ふと自分の恋人の顔を見て少し正気を取り戻した九条三澄が、門燈詩愛理のパソコンを覗く。
「相変わらず真面目だねえ」
そんな感想を言われて門燈詩愛理はムッとした顔で九条三澄を見る。
「場を安定化させるにはまだまだ生贄が必要だ。そのための選定はやってもやっても追いつかない」
ふっと九条三澄が微笑む。
「別に選ばなくてもいいんだよ?この星の上で使える相手なんていくらでもいるんだから」
「そうは言っても、無差別にしては」
そこまで言って、門燈詩愛理は九条三澄の眼を見る。
その顔は微笑んでいるが、門燈詩愛理を見ている眼は、おぞましいほど歪んでいた。かたちではない。そこに映る感情が、酷く歪んでいる。その眼には人としての感情はなかった。
「…うん。

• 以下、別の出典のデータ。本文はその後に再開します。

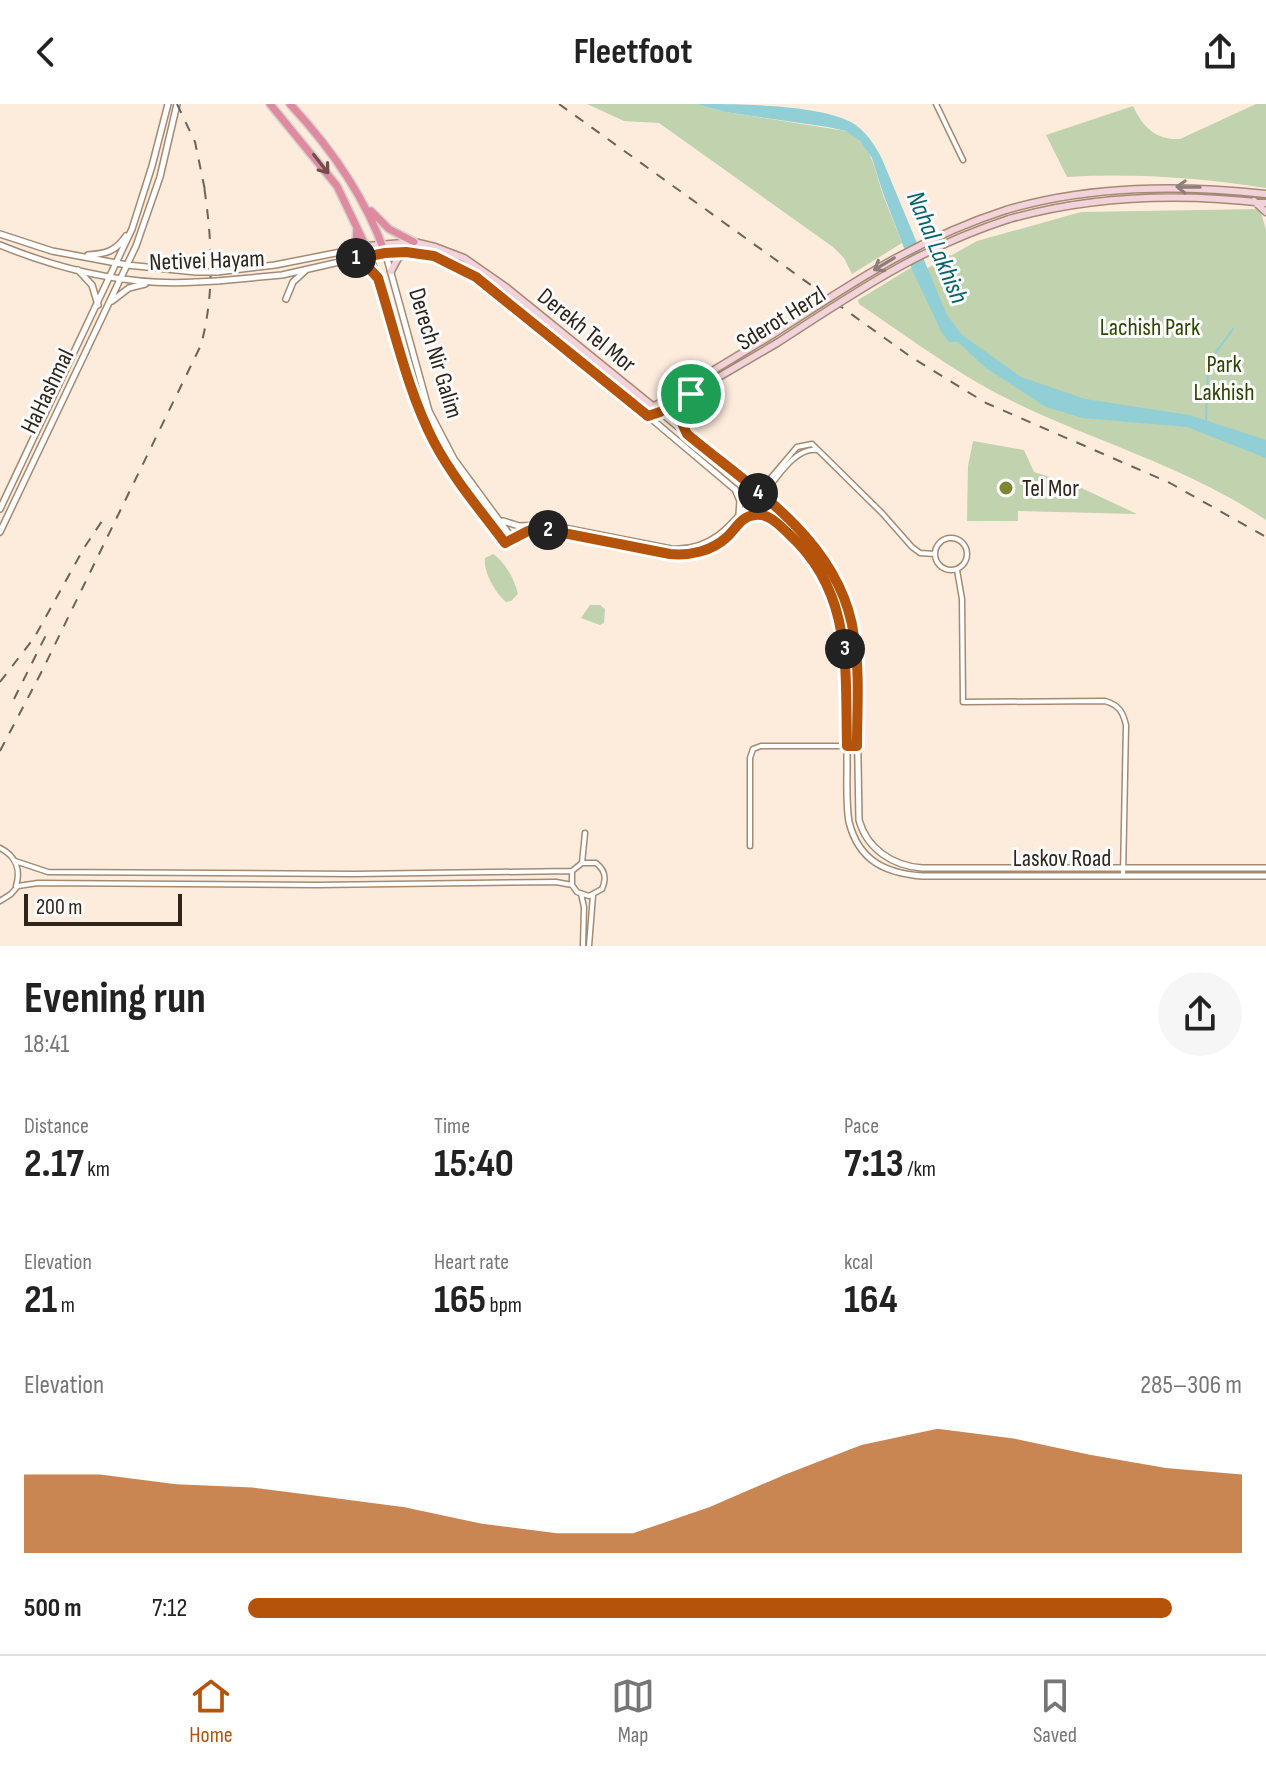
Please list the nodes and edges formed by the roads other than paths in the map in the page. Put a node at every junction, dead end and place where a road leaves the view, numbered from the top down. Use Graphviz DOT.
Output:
graph roads {
  1 [pos="168,104"];
  2 [pos="177,104"];
  3 [pos="270,104"];
  4 [pos="290,104"];
  5 [pos="936,104"];
  6 [pos="963,160"];
  7 [pos="1266,194"];
  8 [pos="1254,201"];
  9 [pos="1266,203"];
  10 [pos="366,205"];
  11 [pos="1266,212"];
  12 [pos="354,218"];
  13 [pos="132,229"];
  14 [pos="0,234"];
  15 [pos="414,242"];
  16 [pos="382,244"];
  17 [pos="0,245"];
  18 [pos="367,246"];
  19 [pos="348,251"];
  20 [pos="406,252"];
  21 [pos="385,253"];
  22 [pos="72,255"];
  23 [pos="370,255"];
  24 [pos="344,261"];
  25 [pos="117,263"];
  26 [pos="127,265"];
  27 [pos="77,270"];
  28 [pos="306,270"];
  29 [pos="391,271"];
  30 [pos="111,276"];
  31 [pos="121,278"];
  32 [pos="378,278"];
  33 [pos="150,282"];
  34 [pos="286,299"];
  35 [pos="108,304"];
  36 [pos="98,305"];
  37 [pos="691,394"];
  38 [pos="652,406"];
  39 [pos="660,412"];
  40 [pos="648,416"];
  41 [pos="687,434"];
  42 [pos="746,483"];
  43 [pos="770,483"];
  44 [pos="732,485"];
  45 [pos="760,494"];
  46 [pos="753,502"];
  47 [pos="774,506"];
  48 [pos="0,509"];
  49 [pos="740,518"];
  50 [pos="771,518"];
  51 [pos="498,519"];
  52 [pos="526,525"];
  53 [pos="0,532"];
  54 [pos="510,536"];
  55 [pos="935,554"];
  56 [pos="957,570"];
  57 [pos="847,746"];
  58 [pos="857,746"];
  59 [pos="585,833"];
  60 [pos="871,845"];
  61 [pos="750,846"];
  62 [pos="0,848"];
  63 [pos="864,853"];
  64 [pos="15,861"];
  65 [pos="582,863"];
  66 [pos="1266,868"];
  67 [pos="572,871"];
  68 [pos="1123,872"];
  69 [pos="1266,876"];
  70 [pos="572,885"];
  71 [pos="11,894"];
  72 [pos="581,894"];
  73 [pos="593,895"];
  74 [pos="0,901"];
  75 [pos="583,946"];
  76 [pos="589,946"];
  1 -- 13 [label="street, HaHashmal"];
  2 -- 26 [label="street, HaHashmal"];
  3 -- 12 [label="highway, one-way"];
  4 -- 10 [label="highway"];
  5 -- 6 [label="street"];
  7 -- 38 [label="main road, Sderot Herzl, one-way, bridge"];
  8 -- 9 [label="main road, Sderot Herzl"];
  8 -- 11 [label="main road"];
  8 -- 37 [label="main road, Sderot Herzl, bridge"];
  10 -- 15 [label="highway"];
  10 -- 16 [label="highway"];
  12 -- 18 [label="highway"];
  12 -- 19 [label="highway"];
  13 -- 22 [label="street"];
  13 -- 25 [label="street, HaHashmal"];
  14 -- 22 [label="street, Netivei Hayam"];
  15 -- 16 [label="main road, Derekh Tel Mor"];
  15 -- 38 [label="main road, Derekh Tel Mor"];
  16 -- 18 [label="main road, Derekh Tel Mor"];
  16 -- 21 [label="highway"];
  17 -- 27 [label="street, Netivei Hayam"];
  18 -- 19 [label="street, Netivei Hayam"];
  18 -- 23 [label="highway"];
  19 -- 26 [label="street, Netivei Hayam, bridge"];
  20 -- 21 [label="main road, Derekh Tel Mor"];
  20 -- 29 [label="main road"];
  20 -- 40 [label="main road, Derekh Tel Mor"];
  21 -- 23 [label="main road, Derekh Tel Mor"];
  21 -- 29 [label="street, Derech Nir Galim"];
  22 -- 25 [label="street, Netivei Hayam"];
  23 -- 24 [label="street, Netivei Hayam"];
  23 -- 32 [label="street, Derech Nir Galim"];
  24 -- 28 [label="street, Netivei Hayam"];
  24 -- 32 [label="street"];
  25 -- 26 [label="street, Netivei Hayam"];
  25 -- 30 [label="street, HaHashmal"];
  26 -- 31 [label="street, HaHashmal"];
  27 -- 30 [label="street, Netivei Hayam"];
  27 -- 36 [label="street"];
  28 -- 33 [label="street, Netivei Hayam, bridge"];
  28 -- 34 [label="street"];
  29 -- 51 [label="street, Derech Nir Galim"];
  30 -- 31 [label="street, Netivei Hayam"];
  30 -- 36 [label="street, HaHashmal"];
  31 -- 33 [label="street, Netivei Hayam"];
  31 -- 35 [label="street, HaHashmal"];
  32 -- 54 [label="street, Derech Nir Galim"];
  33 -- 35 [label="street"];
  35 -- 53 [label="street, HaHashmal"];
  36 -- 48 [label="street, HaHashmal"];
  37 -- 39 [label="main road, Sderot Herzl"];
  37 -- 41 [label="main road"];
  38 -- 39 [label="main road, Derekh Tel Mor"];
  38 -- 40 [label="main road"];
  39 -- 40 [label="main road, Sderot Herzl"];
  39 -- 41 [label="street, Derekh Tel Mor"];
  40 -- 44 [label="street, Derekh Tel Mor"];
  41 -- 42 [label="street, Derekh Tel Mor"];
  42 -- 43 [label="street"];
  42 -- 45 [label="street, Derekh Tel Mor"];
  43 -- 45 [label="street"];
  43 -- 47 [label="street"];
  43 -- 55 [label="street"];
  44 -- 46 [label="street, Derekh Tel Mor"];
  44 -- 49 [label="street"];
  45 -- 46 [label="street"];
  45 -- 47 [label="street, Derekh Tel Mor"];
  46 -- 49 [label="street"];
  46 -- 50 [label="street, Derekh Tel Mor"];
  47 -- 58 [label="street, Derekh Tel Mor"];
  49 -- 50 [label="street"];
  49 -- 52 [label="street"];
  49 -- 54 [label="street"];
  50 -- 57 [label="street, Derekh Tel Mor"];
  51 -- 52 [label="street"];
  51 -- 54 [label="street, Derech Nir Galim"];
  52 -- 54 [label="street"];
  55 -- 56 [label="street"];
  55 -- 56 [label="street"];
  56 -- 68 [label="street"];
  57 -- 58 [label="street"];
  57 -- 61 [label="street"];
  57 -- 63 [label="street, Derekh Tel Mor"];
  58 -- 60 [label="street, Derekh Tel Mor"];
  59 -- 65 [label="street"];
  60 -- 68 [label="street, Laskov Road"];
  62 -- 64 [label="street"];
  63 -- 68 [label="street, Laskov Road"];
  64 -- 67 [label="street"];
  64 -- 71 [label="street"];
  65 -- 67 [label="street"];
  65 -- 73 [label="street"];
  66 -- 68 [label="street, Laskov Road"];
  67 -- 70 [label="street"];
  68 -- 69 [label="street, Laskov Road"];
  70 -- 71 [label="street"];
  70 -- 72 [label="street"];
  71 -- 74 [label="street"];
  72 -- 73 [label="street"];
  72 -- 75 [label="street"];
  73 -- 76 [label="street"];
}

三澄が言う通りかもしれないな」
門燈詩愛理は小さく頷く。
この人について行くと決めた時から、自分の気持ちは気にしてはいけなかった。
パタンとノートパソコンを閉じてから、門燈詩愛理は台所に向かう。
「三澄は何が食べたい?」
門燈詩愛理に問われて九条三澄は壁の時計を見る。
もう朝の七時になっていた。
「何が良いかな」
九条三澄が立ち上がって門燈詩愛理の横に立つ。それから冷蔵庫を開けた。ソーセージと卵を取り出す。野菜室からパプリカも出した。
「スパオムレツ希望です」
「分かった。ソファで待っていて」
「うん。大好きだよシェリー」
また頬にキスをして、九条三澄がソファに戻る。
出された材料以外も棚から出して、門燈詩愛理が調理をしだす。
その間本当に大人しく九条三澄はスマホを見て待っていた。手元だけは大人しい訳ではなく、忙しく動いていたが。
きっと沢山の指示を多人数に出しているのだろう。
門燈詩愛理の恋人は、表立っては妖術師だ。外国でも少数はいるが、九条三澄ほどの力の持ち主はあまり居ない。その力は怪異など一息で消し去る程だった。

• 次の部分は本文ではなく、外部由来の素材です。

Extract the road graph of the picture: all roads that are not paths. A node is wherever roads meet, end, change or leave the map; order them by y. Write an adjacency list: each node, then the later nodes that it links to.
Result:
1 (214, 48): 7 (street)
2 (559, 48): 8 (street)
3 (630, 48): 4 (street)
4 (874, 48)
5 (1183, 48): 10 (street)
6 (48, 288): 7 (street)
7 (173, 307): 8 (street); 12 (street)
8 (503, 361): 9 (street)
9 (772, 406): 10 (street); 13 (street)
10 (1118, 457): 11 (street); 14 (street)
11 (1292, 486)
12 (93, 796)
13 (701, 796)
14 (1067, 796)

そして今いるドイツでは、ダンジョンを閉鎖して安定させている。勿論正当な手段でそれができるはずもなく。
どう見ても非合法な手段を使っているのだが、それでもダンジョンが無くなるかもしれない事実は、静かなる感動を伴って他の国にも波及していた。
おかげで滞在期間が延びに伸びている。永住する気はなかったのだが、仕事が多すぎた。
そして。
九条三澄の、もう一つの顔は。
沸騰したお湯に塩を入れてパスタを茹でる。その隙に玉ねぎ、ソーセージ、パプリカを刻みさっと炒めてトマト缶を入れる。塩コショウとケチャップもいれて、隠し味にワインもいれた。ゆであがったパスタをそこに入れて混ぜ、二つの皿に盛る。
その上に、薄く焼いた卵焼きを乗せて、出来上がり。
ソファで待っている九条三澄に声を掛けると、喜んでテーブルに運んでくれる。
門燈詩愛理はカトラリーを持って、隣に座り、食事を始める。
きっといつまでも続く平和では無い。
それが分かっていながら、ゆっくりと落ちていく流砂の中に、門燈詩愛理は居る。
隣の九条三澄が、その流砂の底の主だと分かっていながら、この愛を貫こうと門燈詩愛理は決心していた。
「美味しいよ、シェリー。やっぱり俺の恋人は最高だな」
そんな言葉が、とても嬉しいこの時間が、ずっと続けばいいのに。
門燈詩愛理は微笑みながら、決して叶わない願いを、パスタごと胃の中に押し込んだ。